Cave of Forgotten Dreams

CAVE OF FORGOTTEN DREAMS

 

By Gary Murray

 

Directed, written by and starring Werner Herzog

 

Running time 90

 

MPAA Rating Not Rated

 

Selig Film Rating Cable

 

Werner Herzog has been making documentaries for a number of years with great success.  His Grizzly Man was a much praised film that won a bunch of awards.  His latest documentary is Cave of Forgotten Dreams.

 

The story of Cave of Forgotten Dreams is about the Chauvet Caves in southern France.  Discovered in 1994, this cave was instantly recognized as one of the most important finds of both ancient civilizations and works of art.

 

Narrated by Werner Herzog, the film shows both the beauty of the cave, with some of the most pristine paintings of animals and fertile women.     The paintings are no stick figures, but fully rendered drawings, depicting movement.
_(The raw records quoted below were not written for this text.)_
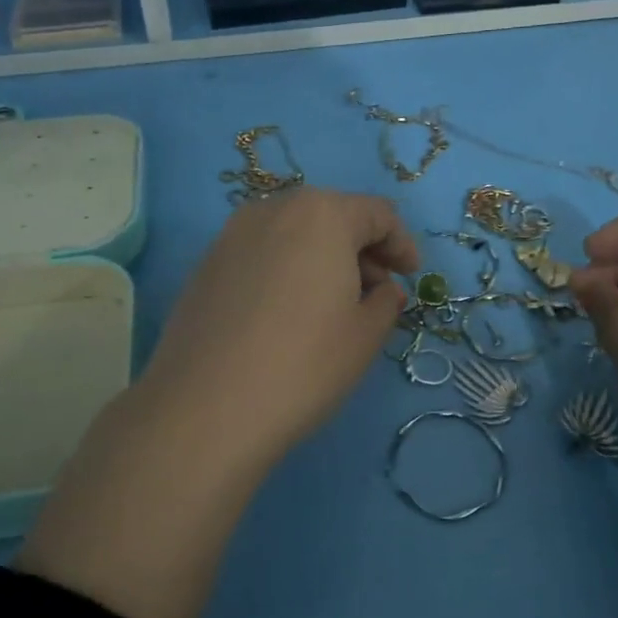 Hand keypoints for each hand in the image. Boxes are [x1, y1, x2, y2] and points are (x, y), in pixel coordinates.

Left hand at [134, 187, 418, 474]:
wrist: (206, 408)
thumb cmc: (303, 364)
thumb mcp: (365, 335)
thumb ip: (385, 302)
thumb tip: (383, 291)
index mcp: (322, 213)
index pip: (377, 213)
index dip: (402, 243)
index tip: (411, 277)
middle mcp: (274, 209)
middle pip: (332, 216)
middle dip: (362, 249)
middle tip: (375, 293)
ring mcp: (232, 234)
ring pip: (294, 232)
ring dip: (323, 258)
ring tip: (332, 306)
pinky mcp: (206, 264)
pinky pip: (262, 253)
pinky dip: (287, 269)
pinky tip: (288, 313) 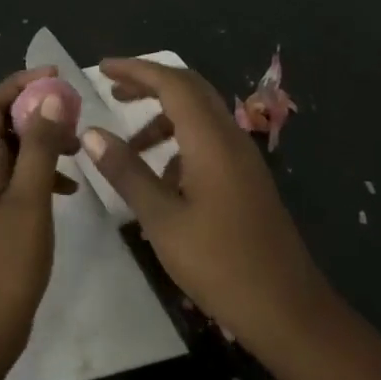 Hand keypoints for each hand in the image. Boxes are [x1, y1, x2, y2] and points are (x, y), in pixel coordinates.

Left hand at [0, 66, 79, 378]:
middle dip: (36, 109)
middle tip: (73, 111)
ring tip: (78, 148)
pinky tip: (70, 187)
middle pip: (2, 123)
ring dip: (43, 140)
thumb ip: (38, 148)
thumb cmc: (6, 262)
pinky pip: (21, 177)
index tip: (55, 77)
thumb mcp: (29, 199)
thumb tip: (48, 98)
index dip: (19, 83)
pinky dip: (44, 172)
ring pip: (15, 150)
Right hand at [84, 57, 333, 362]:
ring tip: (128, 145)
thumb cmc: (220, 264)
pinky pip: (209, 140)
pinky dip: (180, 141)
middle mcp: (231, 137)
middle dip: (149, 83)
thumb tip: (92, 133)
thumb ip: (126, 171)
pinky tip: (161, 178)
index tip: (102, 69)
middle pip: (189, 89)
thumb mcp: (162, 219)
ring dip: (163, 117)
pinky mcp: (247, 179)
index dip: (136, 70)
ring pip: (200, 115)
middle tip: (112, 91)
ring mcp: (243, 158)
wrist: (288, 310)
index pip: (171, 83)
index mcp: (211, 139) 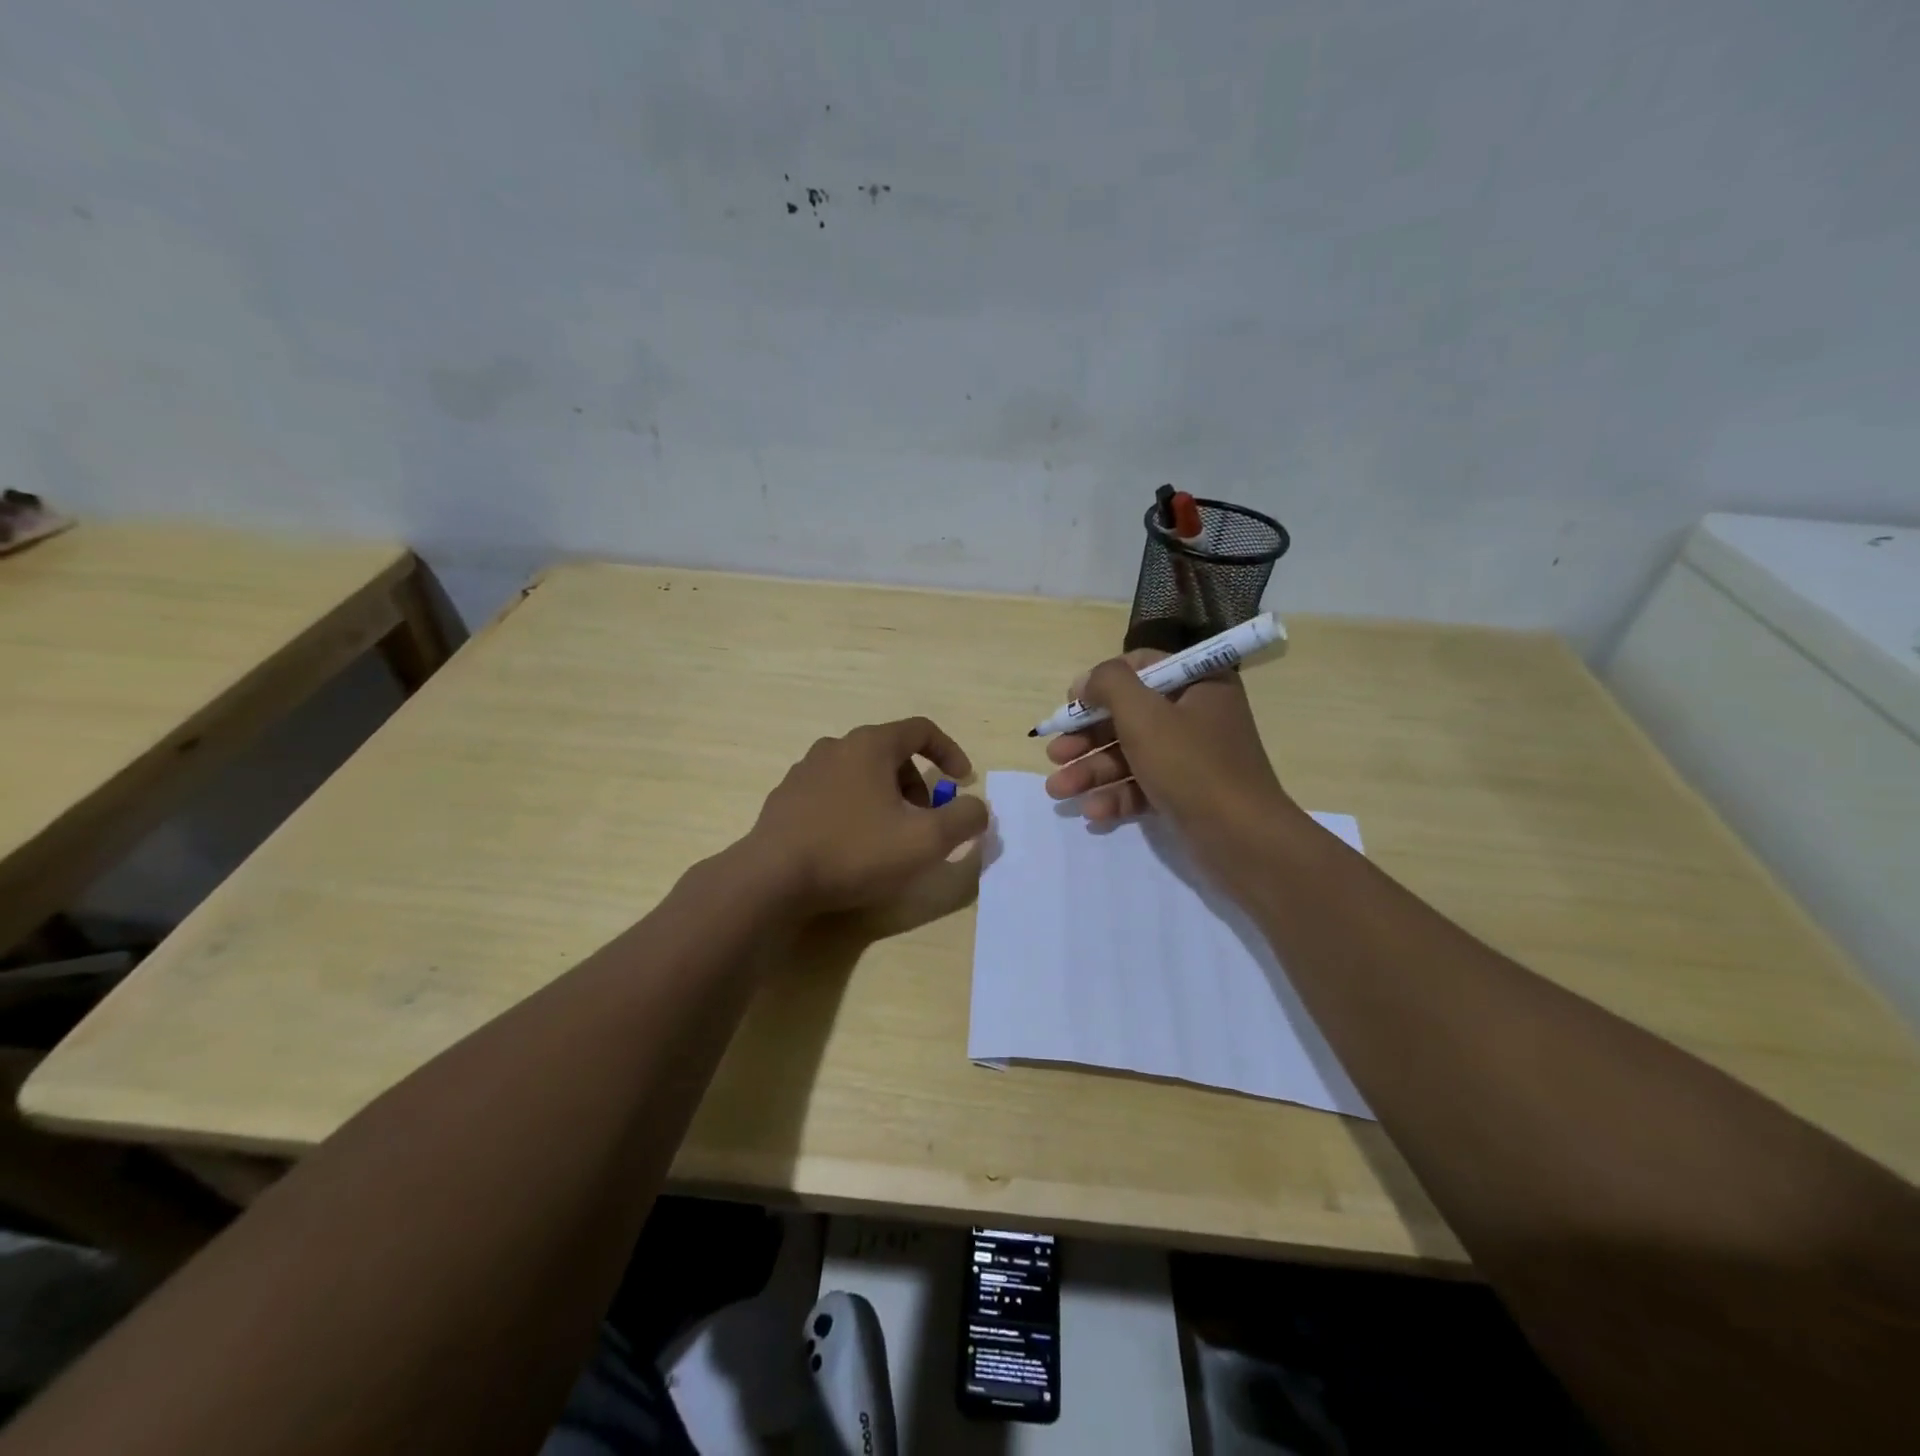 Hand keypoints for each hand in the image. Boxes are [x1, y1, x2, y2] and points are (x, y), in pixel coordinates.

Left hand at [748, 717, 990, 914]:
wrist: (772, 879)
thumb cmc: (854, 851)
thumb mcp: (925, 841)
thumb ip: (964, 819)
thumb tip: (977, 808)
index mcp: (870, 745)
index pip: (921, 730)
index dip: (949, 752)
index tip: (962, 781)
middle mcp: (836, 747)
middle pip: (890, 753)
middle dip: (917, 784)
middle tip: (925, 822)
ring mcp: (805, 771)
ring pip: (860, 774)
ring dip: (886, 798)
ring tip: (889, 837)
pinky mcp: (786, 798)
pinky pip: (833, 793)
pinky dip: (854, 809)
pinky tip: (851, 845)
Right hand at [1042, 650, 1294, 868]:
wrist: (1243, 840)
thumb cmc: (1192, 766)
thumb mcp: (1144, 715)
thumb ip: (1110, 685)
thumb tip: (1088, 680)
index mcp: (1198, 684)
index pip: (1142, 667)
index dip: (1102, 683)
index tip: (1071, 704)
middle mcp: (1197, 715)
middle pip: (1129, 716)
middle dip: (1087, 738)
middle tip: (1054, 754)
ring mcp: (1192, 757)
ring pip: (1131, 754)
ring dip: (1092, 771)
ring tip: (1058, 790)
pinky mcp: (1186, 794)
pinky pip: (1144, 786)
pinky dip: (1117, 796)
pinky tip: (1092, 813) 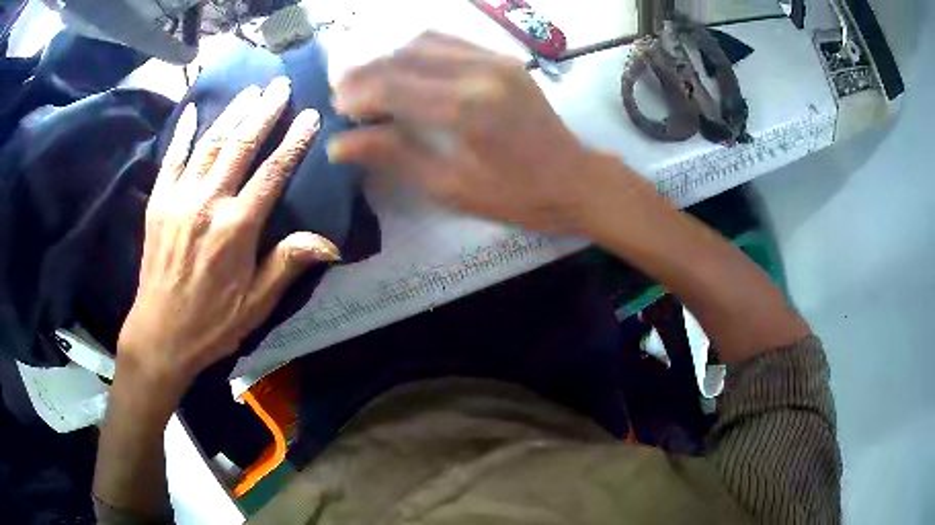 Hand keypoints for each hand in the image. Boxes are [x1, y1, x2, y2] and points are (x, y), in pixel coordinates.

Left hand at [118, 77, 339, 391]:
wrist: (160, 334)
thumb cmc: (212, 323)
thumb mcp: (257, 304)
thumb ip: (288, 265)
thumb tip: (331, 243)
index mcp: (237, 228)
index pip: (272, 172)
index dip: (294, 142)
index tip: (310, 116)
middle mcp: (208, 203)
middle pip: (241, 146)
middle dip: (264, 112)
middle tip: (280, 85)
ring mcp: (179, 199)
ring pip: (210, 144)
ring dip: (232, 114)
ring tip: (251, 91)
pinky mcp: (157, 203)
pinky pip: (171, 159)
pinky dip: (183, 133)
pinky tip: (193, 111)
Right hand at [327, 32, 639, 234]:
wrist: (575, 178)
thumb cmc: (516, 195)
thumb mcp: (451, 186)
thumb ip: (395, 157)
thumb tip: (339, 145)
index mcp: (466, 109)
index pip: (392, 86)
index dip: (357, 94)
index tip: (337, 109)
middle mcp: (479, 72)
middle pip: (403, 57)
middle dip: (365, 72)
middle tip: (343, 92)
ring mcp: (495, 59)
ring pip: (424, 41)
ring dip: (388, 56)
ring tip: (368, 79)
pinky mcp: (504, 58)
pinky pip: (450, 41)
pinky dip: (418, 49)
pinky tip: (404, 66) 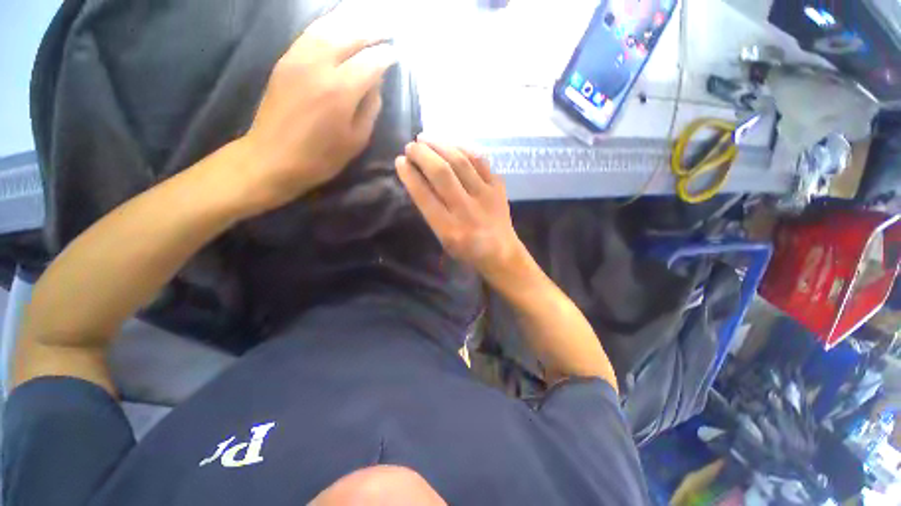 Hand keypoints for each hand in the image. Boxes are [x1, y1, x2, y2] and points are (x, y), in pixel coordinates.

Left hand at [239, 8, 397, 214]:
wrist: (273, 157)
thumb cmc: (321, 157)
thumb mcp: (356, 140)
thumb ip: (370, 109)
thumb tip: (376, 84)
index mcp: (340, 91)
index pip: (370, 62)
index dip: (386, 57)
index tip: (396, 55)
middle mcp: (319, 65)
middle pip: (350, 36)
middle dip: (372, 31)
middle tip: (387, 32)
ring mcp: (298, 58)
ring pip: (328, 28)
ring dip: (350, 23)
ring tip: (366, 24)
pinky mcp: (285, 60)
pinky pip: (309, 33)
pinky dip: (327, 26)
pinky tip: (338, 27)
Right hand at [396, 139, 526, 285]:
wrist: (502, 253)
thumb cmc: (467, 251)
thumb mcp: (443, 239)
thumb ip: (430, 212)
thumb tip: (418, 178)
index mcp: (449, 229)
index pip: (425, 196)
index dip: (410, 175)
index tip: (400, 161)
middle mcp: (467, 210)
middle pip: (442, 174)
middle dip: (422, 155)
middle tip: (410, 146)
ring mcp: (485, 196)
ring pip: (461, 162)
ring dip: (440, 145)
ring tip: (425, 138)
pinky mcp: (498, 188)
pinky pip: (480, 161)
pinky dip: (463, 149)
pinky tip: (451, 145) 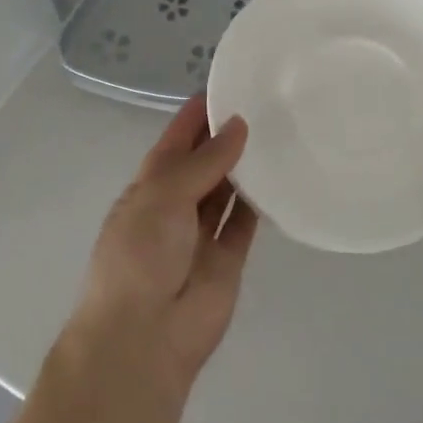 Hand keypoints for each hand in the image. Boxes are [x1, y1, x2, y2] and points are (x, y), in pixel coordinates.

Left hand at [69, 97, 256, 392]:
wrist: (144, 339)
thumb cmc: (141, 256)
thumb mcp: (164, 195)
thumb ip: (204, 161)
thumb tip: (237, 125)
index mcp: (149, 186)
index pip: (176, 139)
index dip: (197, 113)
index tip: (228, 83)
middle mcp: (175, 205)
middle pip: (204, 162)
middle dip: (227, 136)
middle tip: (266, 103)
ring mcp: (202, 233)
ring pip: (227, 190)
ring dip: (245, 166)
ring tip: (278, 131)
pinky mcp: (228, 259)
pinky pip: (245, 222)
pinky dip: (259, 202)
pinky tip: (281, 175) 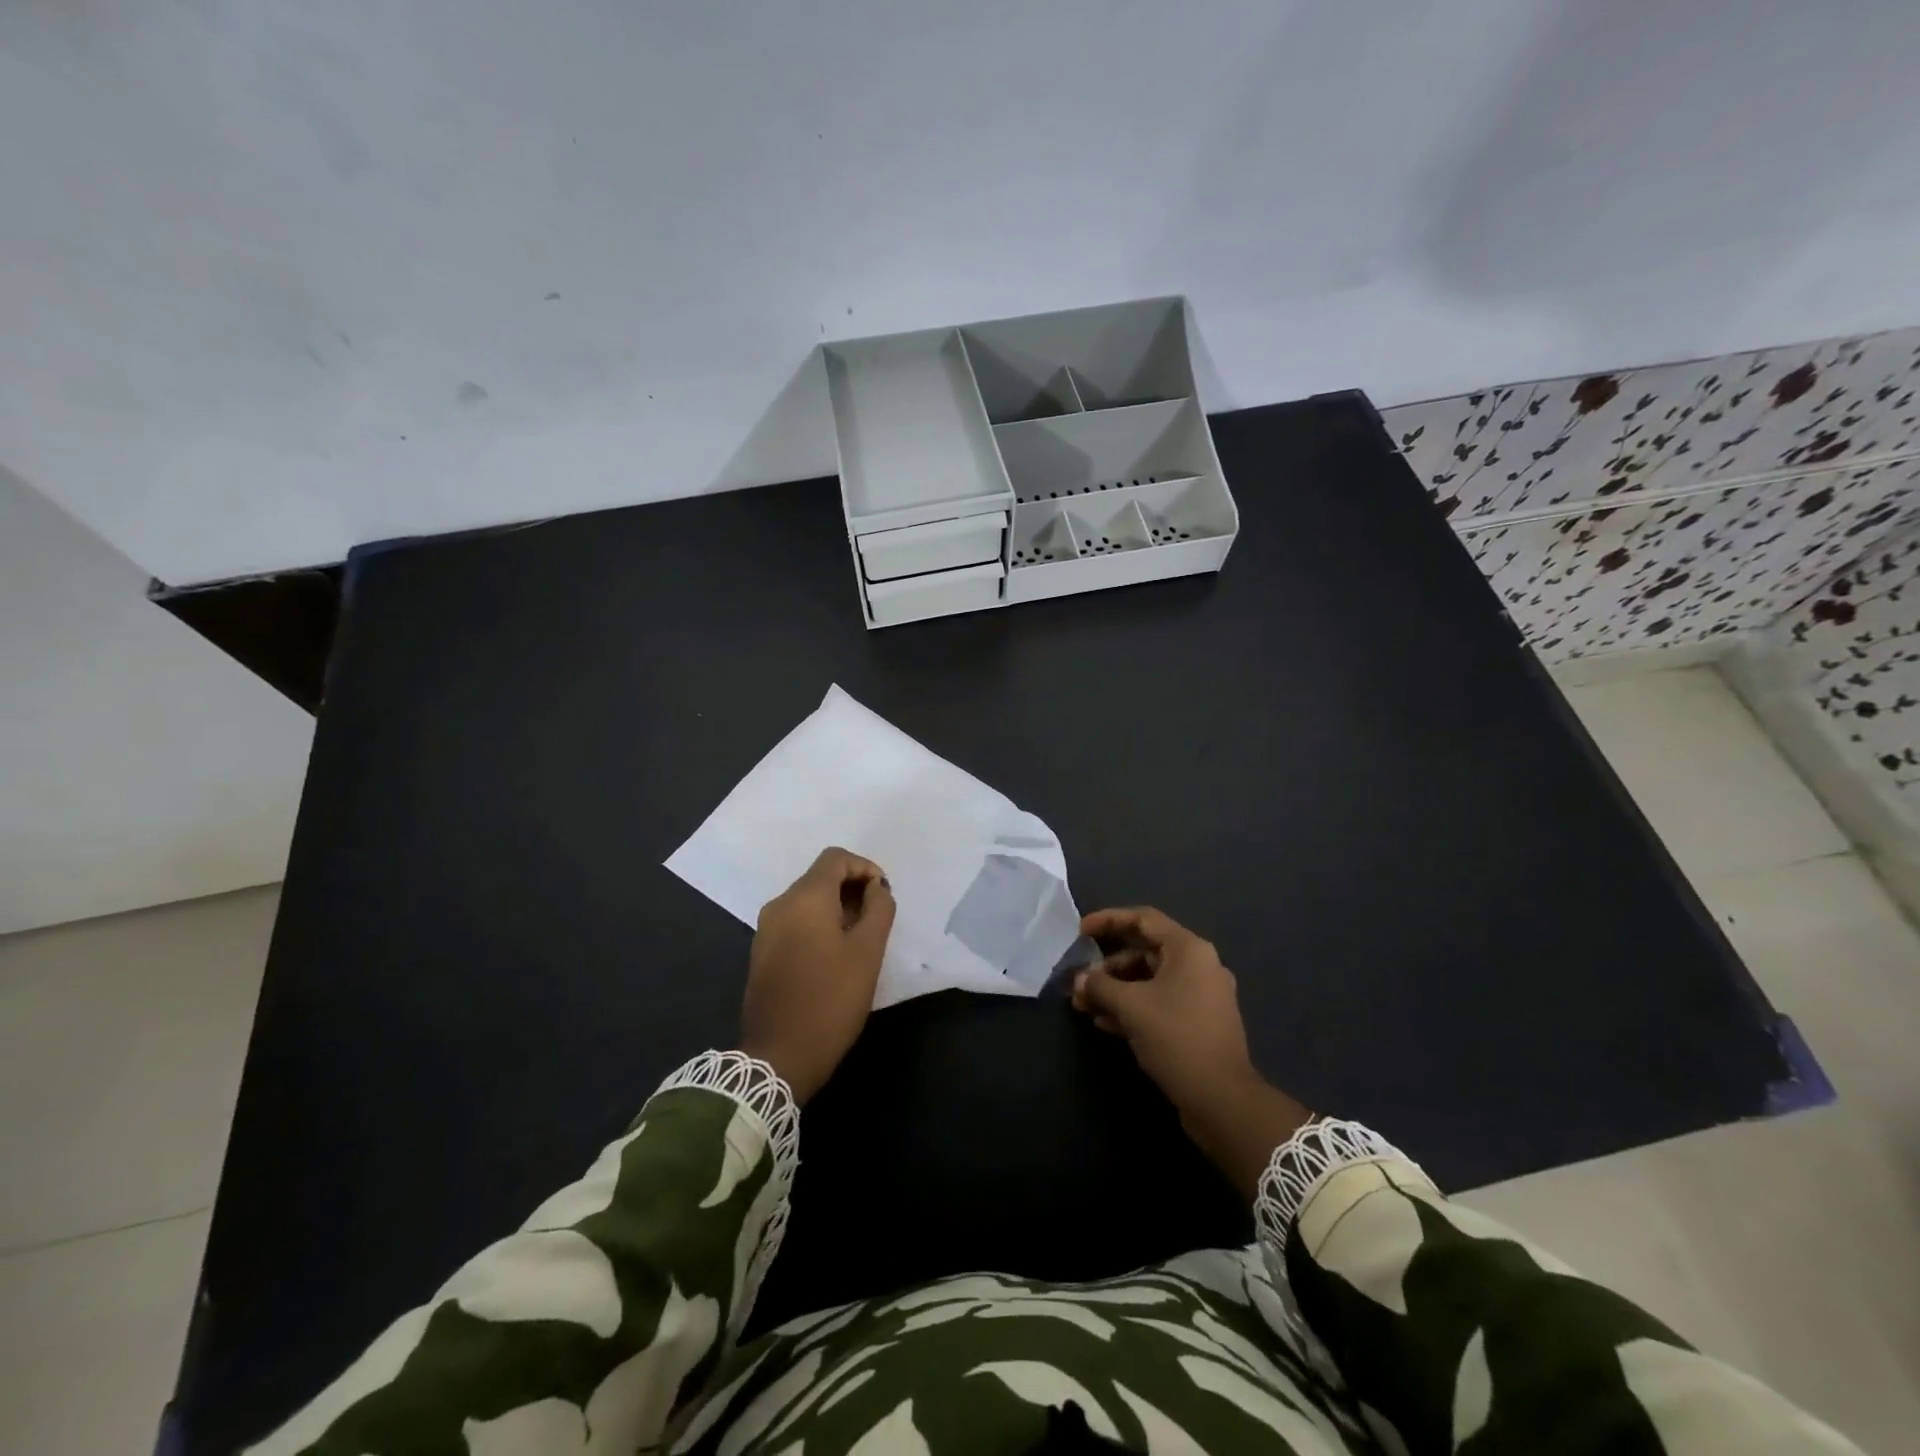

They are some of the earliest images that show the talent of early man.  Scattered around the cave are ancient bones (some for altars) that are preserved in the slow drip from stalactites. 

 

The cave is sealed with a giant door to preserve not only the internal temperature but to keep the outsiders out.  It is guarded and the crew was only allowed to be in the cave for a few hours at a time.  They traveled on a narrow gantry, making sure that no modern feet transverse over the find. 

 

We get interviews with both the explorers and the scientists who have mapped out every millimeter of the cave.  They are all dedicated to preserving this relic of our ancient past.  One researcher tells his tale of being a former circus performer and now does computer research on the cave.  One man is a perfumer who uses his nose to find stale air that could lead to another discovery of cave systems.

The film is shot in 3D, so we get a better understanding of both the space and the spacing of objects in the cave.  There is this real feeling of place captured by the camera, a much more accurate depth of image than one gets with pictures.

 

While the cave itself is fascinating, the film is not.  At 90 minutes it overstays its welcome by a good half hour.  We get the same pictures of horses again.  While they are amazing to look at, it becomes redundant after awhile. 

 

Another problem is that the music just doesn’t fit the mood of the piece.  When one notices the strange, thick chords coming from the speakers—one knows that it isn’t working.  The other major weakness of Cave of Forgotten Dreams is Werner Herzog as the narrator.  His accent distracts from the enjoyment of the work.  The makers would have been better off by hiring a veteran Hollywood actor to give the film a majestic feel.

 

The film is made in conjunction with The History Channel, one of the best networks on cable.  While this is not the best opening steps to breaking into the field, it does point into the right direction for future outings.  Cave of Forgotten Dreams while a fascinating work of art and archeology is not a fascinating final film.